# Activity:
Could you please reproduce all the records below exactly, leaving out the images?

# Data:
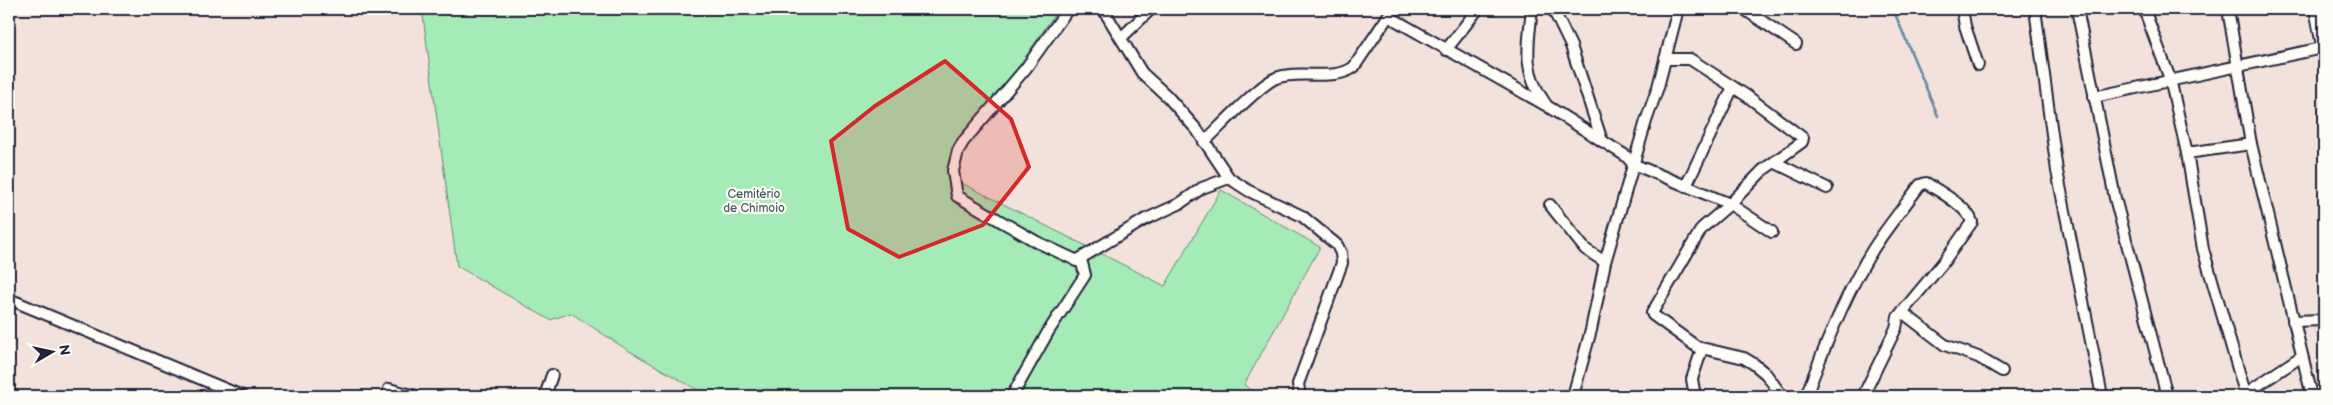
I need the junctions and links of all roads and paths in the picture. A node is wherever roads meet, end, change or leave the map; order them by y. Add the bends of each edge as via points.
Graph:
1 (1068, 9) edge
2 (1103, 9) edge
3 (1151, 9) edge
4 (1478, 9) edge
5 (1532, 9) edge
6 (1553, 9) edge
7 (1678, 9) edge
8 (1744, 9) edge
9 (1962, 9) edge
10 (2035, 9) edge
11 (2077, 9) edge
12 (2144, 9) edge
13 (2228, 9) edge
14 (2315, 9) edge
15 (1391, 12) edge
16 (1121, 38) junction
17 (1796, 44) dead end
18 (1446, 50) junction
19 (2323, 52) edge
20 (1665, 59) junction
21 (1978, 65) dead end
22 (2239, 66) junction
23 (2170, 79) junction
24 (1733, 87) junction
25 (2094, 97) junction
26 (1547, 106) junction
27 (1602, 141) junction
28 (1204, 142) junction
29 (2251, 144) junction
30 (2187, 153) junction
31 (1776, 163) junction
32 (1633, 164) junction
33 (1229, 178) junction
34 (1686, 186) junction
35 (1827, 188) dead end
36 (1730, 204) junction
37 (1550, 206) dead end
38 (1772, 232) dead end
39 (1076, 261) junction
40 (1604, 262) junction
41 (9, 298) edge
42 (1902, 312) junction
43 (2324, 320) edge
44 (2293, 321) junction
45 (1702, 349) junction
46 (2302, 356) junction
47 (2002, 371) dead end
48 (552, 376) dead end
49 (389, 389) dead end
50 (2244, 395) edge
51 (242, 396) edge
52 (416, 396) edge
53 (545, 396) edge
54 (1012, 396) edge
55 (1300, 396) edge
56 (1573, 396) edge
57 (1695, 396) edge
58 (1782, 396) edge
59 (1806, 396) edge
60 (1863, 396) edge
61 (2102, 396) edge
62 (2167, 396) edge
63 (2312, 396) edge

1 - 39 street via 1026,68 963,142 953,171 957,196
2 - 16 street
3 - 16 street
4 - 18 street
5 - 26 street via 1529,73
6 - 27 street via 1571,46
7 - 20 street
8 - 17 street
9 - 21 street
10 - 61 street via 2057,171
11 - 25 street
12 - 23 street
13 - 22 street
14 - 19 street
15 - 18 street
15 - 28 street via 1348,72 1276,78
16 - 28 street via 1142,73 1177,107
18 - 26 street
19 - 22 street
20 - 24 street via 1690,59
20 - 32 street
22 - 23 street
22 - 29 street
23 - 25 street
23 - 30 street
24 - 31 street via 1801,135 1802,142
24 - 34 street
25 - 62 street via 2115,198
26 - 27 street
27 - 32 street
28 - 33 street
29 - 30 street
29 - 44 street
30 - 50 street via 2203,249
31 - 35 street
31 - 36 street via 1763,170
32 - 34 street
32 - 40 street
33 - 39 street via 1202,188
33 - 55 street via 1302,216 1337,245 1341,253 1342,263 1298,384
34 - 36 street
36 - 38 street
36 - 45 street via 1698,233 1652,310 1652,315
37 - 40 street via 1585,250
39 - 54 street via 1082,263 1084,275
40 - 56 street
41 - 51 street
42 - 47 street via 1940,342 1978,357
42 - 59 street via 1972,222 1948,196 1926,183 1920,185 1861,268
42 - 60 street
43 - 44 street
44 - 46 street
45 - 57 street via 1692,379
45 - 58 street via 1744,358 1766,374
46 - 50 street
46 - 63 street
48 - 53 street
49 - 52 street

# Reply to the task:
I need the junctions and links of all roads and paths in the picture. A node is wherever roads meet, end, change or leave the map; order them by y. Add the bends of each edge as via points.
Graph:
1 (1068, 9) edge
2 (1103, 9) edge
3 (1151, 9) edge
4 (1478, 9) edge
5 (1532, 9) edge
6 (1553, 9) edge
7 (1678, 9) edge
8 (1744, 9) edge
9 (1962, 9) edge
10 (2035, 9) edge
11 (2077, 9) edge
12 (2144, 9) edge
13 (2228, 9) edge
14 (2315, 9) edge
15 (1391, 12) edge
16 (1121, 38) junction
17 (1796, 44) dead end
18 (1446, 50) junction
19 (2323, 52) edge
20 (1665, 59) junction
21 (1978, 65) dead end
22 (2239, 66) junction
23 (2170, 79) junction
24 (1733, 87) junction
25 (2094, 97) junction
26 (1547, 106) junction
27 (1602, 141) junction
28 (1204, 142) junction
29 (2251, 144) junction
30 (2187, 153) junction
31 (1776, 163) junction
32 (1633, 164) junction
33 (1229, 178) junction
34 (1686, 186) junction
35 (1827, 188) dead end
36 (1730, 204) junction
37 (1550, 206) dead end
38 (1772, 232) dead end
39 (1076, 261) junction
40 (1604, 262) junction
41 (9, 298) edge
42 (1902, 312) junction
43 (2324, 320) edge
44 (2293, 321) junction
45 (1702, 349) junction
46 (2302, 356) junction
47 (2002, 371) dead end
48 (552, 376) dead end
49 (389, 389) dead end
50 (2244, 395) edge
51 (242, 396) edge
52 (416, 396) edge
53 (545, 396) edge
54 (1012, 396) edge
55 (1300, 396) edge
56 (1573, 396) edge
57 (1695, 396) edge
58 (1782, 396) edge
59 (1806, 396) edge
60 (1863, 396) edge
61 (2102, 396) edge
62 (2167, 396) edge
63 (2312, 396) edge

1 - 39 street via 1026,68 963,142 953,171 957,196
2 - 16 street
3 - 16 street
4 - 18 street
5 - 26 street via 1529,73
6 - 27 street via 1571,46
7 - 20 street
8 - 17 street
9 - 21 street
10 - 61 street via 2057,171
11 - 25 street
12 - 23 street
13 - 22 street
14 - 19 street
15 - 18 street
15 - 28 street via 1348,72 1276,78
16 - 28 street via 1142,73 1177,107
18 - 26 street
19 - 22 street
20 - 24 street via 1690,59
20 - 32 street
22 - 23 street
22 - 29 street
23 - 25 street
23 - 30 street
24 - 31 street via 1801,135 1802,142
24 - 34 street
25 - 62 street via 2115,198
26 - 27 street
27 - 32 street
28 - 33 street
29 - 30 street
29 - 44 street
30 - 50 street via 2203,249
31 - 35 street
31 - 36 street via 1763,170
32 - 34 street
32 - 40 street
33 - 39 street via 1202,188
33 - 55 street via 1302,216 1337,245 1341,253 1342,263 1298,384
34 - 36 street
36 - 38 street
36 - 45 street via 1698,233 1652,310 1652,315
37 - 40 street via 1585,250
39 - 54 street via 1082,263 1084,275
40 - 56 street
41 - 51 street
42 - 47 street via 1940,342 1978,357
42 - 59 street via 1972,222 1948,196 1926,183 1920,185 1861,268
42 - 60 street
43 - 44 street
44 - 46 street
45 - 57 street via 1692,379
45 - 58 street via 1744,358 1766,374
46 - 50 street
46 - 63 street
48 - 53 street
49 - 52 street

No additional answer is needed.